In its preamble, the ancient Hindu epic "Mahabharata" calls itself "a veritable ocean containing countless pearls and gems." From these treasures, West Los Angeles-based dancer and teacher Viji Prakash has assembled a program with a special focus.
Scheduled for 5 p.m. Sunday at the Irvine Barclay Theatre, Prakash's dance-drama "Women in the Mahabharata" looks at what she describes as the "feminine energy" shaping the narrative and, in particular, the lives of four key women.
Prakash herself will dance the roles of the goddess Ganga (fated to drown seven of her babies) and the queen Draupadi (wife to the five hero-brothers of the epic), as well as a number of male characters. Members of her Shakti Dance Company complete the cast and, for them as for Prakash, the performance will be something of a homecoming, since they normally rehearse in Orange County.
Although "Mahabharata" tells many stories in a text nearly 15 times longer than the Bible, the central conflict concerns a power struggle between two groups of cousins. Prakash believes that a non-Indian audience will easily be able to follow the story line of her adaptation, as well as to appreciate the "force and brilliance" of the South Indian form of classical dance called Bharata Natyam to which she has devoted her life.
When growing up in Bombay and studying this dazzlingly intricate, powerfully expressive idiom, Prakash found the tales and lessons of "Mahabharata" deeply connected to the daily lives of the Indian people.
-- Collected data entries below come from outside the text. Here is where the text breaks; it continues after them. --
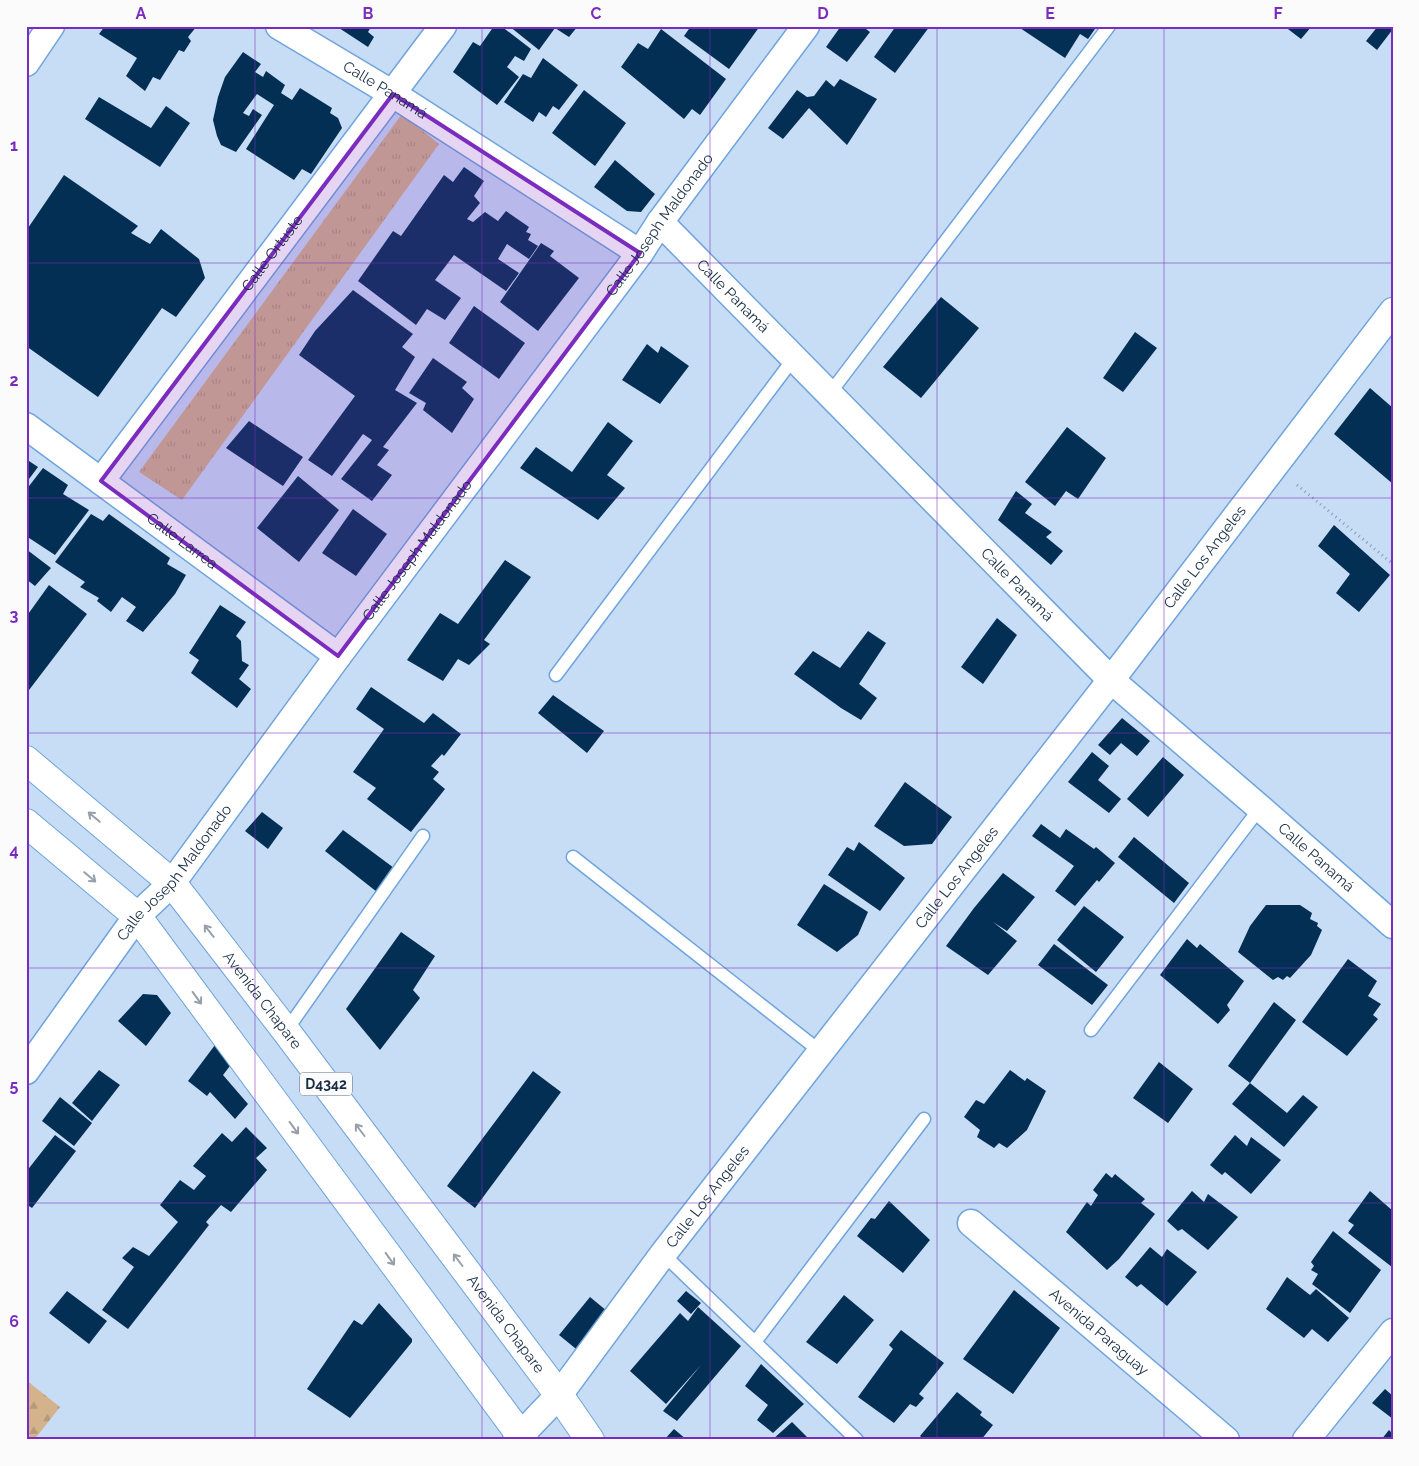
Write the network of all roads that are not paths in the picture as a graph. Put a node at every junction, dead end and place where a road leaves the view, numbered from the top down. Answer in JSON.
{"nodes":[{"id":1,"x":51,"y":26,"type":"edge"},
{"id":2,"x":279,"y":26,"type":"edge"},
{"id":3,"x":443,"y":26,"type":"edge"},
{"id":4,"x":806,"y":26,"type":"edge"},
{"id":5,"x":1110,"y":26,"type":"edge"},
{"id":6,"x":26,"y":63,"type":"edge"},
{"id":7,"x":393,"y":94,"type":"junction"},
{"id":8,"x":660,"y":222,"type":"junction"},
{"id":9,"x":640,"y":253,"type":"junction"},
{"id":10,"x":1393,"y":311,"type":"edge"},
{"id":11,"x":794,"y":358,"type":"junction"},
{"id":12,"x":830,"y":393,"type":"junction"},
{"id":13,"x":26,"y":426,"type":"edge"},
{"id":14,"x":101,"y":481,"type":"junction"},
{"id":15,"x":338,"y":656,"type":"junction"},
{"id":16,"x":556,"y":675,"type":"dead end"},
{"id":17,"x":1110,"y":680,"type":"junction"},
{"id":18,"x":26,"y":760,"type":"edge"},
{"id":19,"x":1260,"y":808,"type":"junction"},
{"id":20,"x":26,"y":823,"type":"edge"},
{"id":21,"x":423,"y":836,"type":"dead end"},
{"id":22,"x":573,"y":857,"type":"dead end"},
{"id":23,"x":172,"y":883,"type":"junction"},
{"id":24,"x":136,"y":916,"type":"junction"},
{"id":25,"x":1393,"y":925,"type":"edge"},
{"id":26,"x":1090,"y":1030,"type":"dead end"},
{"id":27,"x":286,"y":1032,"type":"junction"},
{"id":28,"x":821,"y":1052,"type":"junction"},
{"id":29,"x":26,"y":1071,"type":"edge"},
{"id":30,"x":924,"y":1119,"type":"dead end"},
{"id":31,"x":971,"y":1223,"type":"dead end"},
{"id":32,"x":663,"y":1254,"type":"junction"},
{"id":33,"x":1393,"y":1332,"type":"edge"},
{"id":34,"x":755,"y":1342,"type":"junction"},
{"id":35,"x":559,"y":1395,"type":"junction"},
{"id":36,"x":520,"y":1438,"type":"edge"},
{"id":37,"x":590,"y":1440,"type":"edge"},
{"id":38,"x":858,"y":1440,"type":"edge"},
{"id":39,"x":1226,"y":1440,"type":"edge"},
{"id":40,"x":1306,"y":1440,"type":"edge"}],
"edges":[{"from":1,"to":6,"type":"street"},
{"from":2,"to":7,"type":"street","name":"Calle Panamá"},
{"from":3,"to":7,"type":"street","name":"Calle Ortuste"},
{"from":4,"to":8,"type":"street","name":"Calle Joseph Maldonado"},
{"from":5,"to":12,"type":"lane"},
{"from":7,"to":9,"type":"street","name":"Calle Panamá"},
{"from":7,"to":14,"type":"street","name":"Calle Ortuste"},
{"from":8,"to":9,"type":"street","name":"Calle Joseph Maldonado"},
{"from":8,"to":11,"type":"street","name":"Calle Panamá"},
{"from":9,"to":15,"type":"street","name":"Calle Joseph Maldonado"},
{"from":10,"to":17,"type":"street","name":"Calle Los Angeles"},
{"from":11,"to":12,"type":"street","name":"Calle Panamá"},
{"from":11,"to":16,"type":"lane"},
{"from":12,"to":17,"type":"street","name":"Calle Panamá"},
{"from":13,"to":14,"type":"street","name":"Calle Larrea"},
{"from":14,"to":15,"type":"street","name":"Calle Larrea"},
{"from":15,"to":23,"type":"street","name":"Calle Joseph Maldonado"},
{"from":17,"to":19,"type":"street","name":"Calle Panamá"},
{"from":17,"to":28,"type":"street","name":"Calle Los Angeles"},
{"from":23,"to":18,"type":"main road","name":"Avenida Chapare","number":"D4342","one_way":true},
{"from":19,"to":25,"type":"street","name":"Calle Panamá"},
{"from":19,"to":26,"type":"lane"},
{"from":20,"to":24,"type":"main road","one_way":true},
{"from":21,"to":27,"type":"lane"},
{"from":22,"to":28,"type":"lane"},
{"from":23,"to":24,"type":"street","name":"Calle Joseph Maldonado"},
{"from":27,"to":23,"type":"main road","name":"Avenida Chapare","number":"D4342","one_way":true},
{"from":24,"to":29,"type":"street","name":"Calle Joseph Maldonado"},
{"from":24,"to":36,"type":"main road","one_way":true},
{"from":35,"to":27,"type":"main road","name":"Avenida Chapare","number":"D4342","one_way":true},
{"from":28,"to":32,"type":"street","name":"Calle Los Angeles"},
{"from":30,"to":34,"type":"lane"},
{"from":31,"to":39,"type":"street","name":"Avenida Paraguay"},
{"from":32,"to":34,"type":"lane"},
{"from":32,"to":35,"type":"street","name":"Calle Los Angeles"},
{"from":33,"to":40,"type":"street"},
{"from":34,"to":38,"type":"lane"},
{"from":35,"to":36,"type":"street","name":"Calle Los Angeles"},
{"from":35,"to":37,"type":"main road","name":"Avenida Chapare","number":"D4342"}]}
At 20, she moved to Southern California, establishing a Bharata Natyam school in 1979 and a company four years later.
For the 1990 Los Angeles Festival, she collaborated on a "Mahabharata" dance-drama--but, she emphasized quietly in a recent phone interview, "that performance was built around two of the male characters," as well as involving two different Indian dance disciplines.
In contrast, "Women in the Mahabharata" will be expressed entirely through Bharata Natyam--though Prakash promises that it will break with classical tradition in several important ways.
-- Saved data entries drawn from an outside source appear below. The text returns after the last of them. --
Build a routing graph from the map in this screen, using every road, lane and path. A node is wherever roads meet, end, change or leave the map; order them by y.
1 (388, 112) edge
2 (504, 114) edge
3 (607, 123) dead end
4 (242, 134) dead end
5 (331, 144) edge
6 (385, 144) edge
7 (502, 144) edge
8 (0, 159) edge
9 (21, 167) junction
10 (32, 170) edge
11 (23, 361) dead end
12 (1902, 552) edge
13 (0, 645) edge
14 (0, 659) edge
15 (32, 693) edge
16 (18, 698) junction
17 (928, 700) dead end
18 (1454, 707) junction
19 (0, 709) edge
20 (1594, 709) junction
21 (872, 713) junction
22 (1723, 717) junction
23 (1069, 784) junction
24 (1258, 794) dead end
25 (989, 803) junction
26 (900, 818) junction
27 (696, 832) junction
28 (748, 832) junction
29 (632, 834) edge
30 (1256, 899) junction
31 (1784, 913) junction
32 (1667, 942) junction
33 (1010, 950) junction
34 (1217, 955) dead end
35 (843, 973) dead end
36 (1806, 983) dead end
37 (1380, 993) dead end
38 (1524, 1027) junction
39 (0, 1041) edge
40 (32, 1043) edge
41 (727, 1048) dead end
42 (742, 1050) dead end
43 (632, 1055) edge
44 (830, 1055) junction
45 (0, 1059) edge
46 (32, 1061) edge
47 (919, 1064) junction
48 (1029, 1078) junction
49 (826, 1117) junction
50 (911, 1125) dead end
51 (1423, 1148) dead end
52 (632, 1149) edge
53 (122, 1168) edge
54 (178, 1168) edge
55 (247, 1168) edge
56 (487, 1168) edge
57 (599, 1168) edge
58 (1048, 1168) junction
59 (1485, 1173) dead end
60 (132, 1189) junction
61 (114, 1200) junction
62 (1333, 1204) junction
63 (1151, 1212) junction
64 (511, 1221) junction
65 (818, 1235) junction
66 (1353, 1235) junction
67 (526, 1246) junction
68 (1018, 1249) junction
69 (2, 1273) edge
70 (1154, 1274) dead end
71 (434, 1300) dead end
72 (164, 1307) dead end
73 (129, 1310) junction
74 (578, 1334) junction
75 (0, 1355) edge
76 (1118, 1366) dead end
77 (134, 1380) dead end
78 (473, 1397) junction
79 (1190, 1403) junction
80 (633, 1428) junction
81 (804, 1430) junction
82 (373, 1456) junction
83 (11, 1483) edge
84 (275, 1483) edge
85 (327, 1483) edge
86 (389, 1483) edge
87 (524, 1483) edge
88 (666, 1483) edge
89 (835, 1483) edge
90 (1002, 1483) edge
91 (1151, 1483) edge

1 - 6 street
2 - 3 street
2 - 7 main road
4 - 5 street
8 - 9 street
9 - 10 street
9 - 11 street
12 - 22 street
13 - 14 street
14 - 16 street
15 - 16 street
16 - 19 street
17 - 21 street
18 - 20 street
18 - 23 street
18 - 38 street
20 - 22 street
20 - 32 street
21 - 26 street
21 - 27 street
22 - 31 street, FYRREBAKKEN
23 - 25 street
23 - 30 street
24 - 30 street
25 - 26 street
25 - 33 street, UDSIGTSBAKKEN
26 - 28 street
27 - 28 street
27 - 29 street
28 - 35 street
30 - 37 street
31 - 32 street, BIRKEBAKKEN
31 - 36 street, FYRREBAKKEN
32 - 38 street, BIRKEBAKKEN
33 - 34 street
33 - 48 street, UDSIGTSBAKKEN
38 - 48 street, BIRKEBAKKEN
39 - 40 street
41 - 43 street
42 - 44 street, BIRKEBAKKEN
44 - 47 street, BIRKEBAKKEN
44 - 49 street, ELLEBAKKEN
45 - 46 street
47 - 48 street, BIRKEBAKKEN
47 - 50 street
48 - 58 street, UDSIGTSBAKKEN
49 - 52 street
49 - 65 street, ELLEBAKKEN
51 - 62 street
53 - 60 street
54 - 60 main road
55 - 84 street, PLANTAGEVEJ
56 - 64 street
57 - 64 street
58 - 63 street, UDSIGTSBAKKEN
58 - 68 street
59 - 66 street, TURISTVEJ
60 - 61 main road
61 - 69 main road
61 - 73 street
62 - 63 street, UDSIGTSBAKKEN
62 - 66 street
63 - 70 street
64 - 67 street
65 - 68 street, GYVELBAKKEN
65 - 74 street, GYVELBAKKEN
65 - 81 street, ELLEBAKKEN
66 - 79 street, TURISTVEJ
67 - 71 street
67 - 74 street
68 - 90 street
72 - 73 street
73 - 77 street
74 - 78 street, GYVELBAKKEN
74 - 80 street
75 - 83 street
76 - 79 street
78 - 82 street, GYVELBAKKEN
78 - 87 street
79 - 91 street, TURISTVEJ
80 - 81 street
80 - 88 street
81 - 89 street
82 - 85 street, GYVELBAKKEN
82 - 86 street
For starters, the propulsive, rhythmically complex Carnatic music from South India that normally accompanies Bharata Natyam will be supplemented by passages of the more melodic Hindustani music from the North, the latter composed for this production by Shubho Shankar.
The son of the renowned sitarist Ravi Shankar, Shubho, a Garden Grove resident, was scheduled to perform the new work with Prakash, but died of pneumonia in September. Prakash has dedicated the Irvine performance to his memory.
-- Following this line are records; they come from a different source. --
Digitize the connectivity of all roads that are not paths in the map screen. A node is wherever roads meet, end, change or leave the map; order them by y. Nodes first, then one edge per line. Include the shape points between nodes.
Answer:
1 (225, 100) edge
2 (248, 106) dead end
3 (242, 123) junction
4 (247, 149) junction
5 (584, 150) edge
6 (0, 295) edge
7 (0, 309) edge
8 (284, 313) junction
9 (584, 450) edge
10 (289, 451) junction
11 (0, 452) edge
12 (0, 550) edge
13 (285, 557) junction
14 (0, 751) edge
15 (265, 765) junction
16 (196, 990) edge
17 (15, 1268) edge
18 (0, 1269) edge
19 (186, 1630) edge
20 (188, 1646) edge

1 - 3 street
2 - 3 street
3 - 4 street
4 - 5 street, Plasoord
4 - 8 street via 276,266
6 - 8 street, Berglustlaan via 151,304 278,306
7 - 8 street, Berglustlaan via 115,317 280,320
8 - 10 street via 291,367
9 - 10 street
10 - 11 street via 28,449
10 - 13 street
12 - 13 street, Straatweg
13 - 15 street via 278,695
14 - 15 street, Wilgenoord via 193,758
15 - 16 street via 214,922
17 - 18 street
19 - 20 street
Another innovation: Prakash wants to bring contemporary relevance to the great war that resolves the catastrophic family conflict in "Mahabharata." Thus her finale will juxtapose classic "Mahabharata" images with references to "famine, the destruction of the environment" and other modern calamities, she says.
Even the focus of her piece might be viewed as radical, since many stagings of "Mahabharata" (including the Peter Brook stage and television versions) make the male characters dominant. To Prakash, however, the very soul of "Mahabharata" is nurtured by its women and she finds that in this mythic saga, "women are accorded a dignity and status that they have not regained in contemporary life."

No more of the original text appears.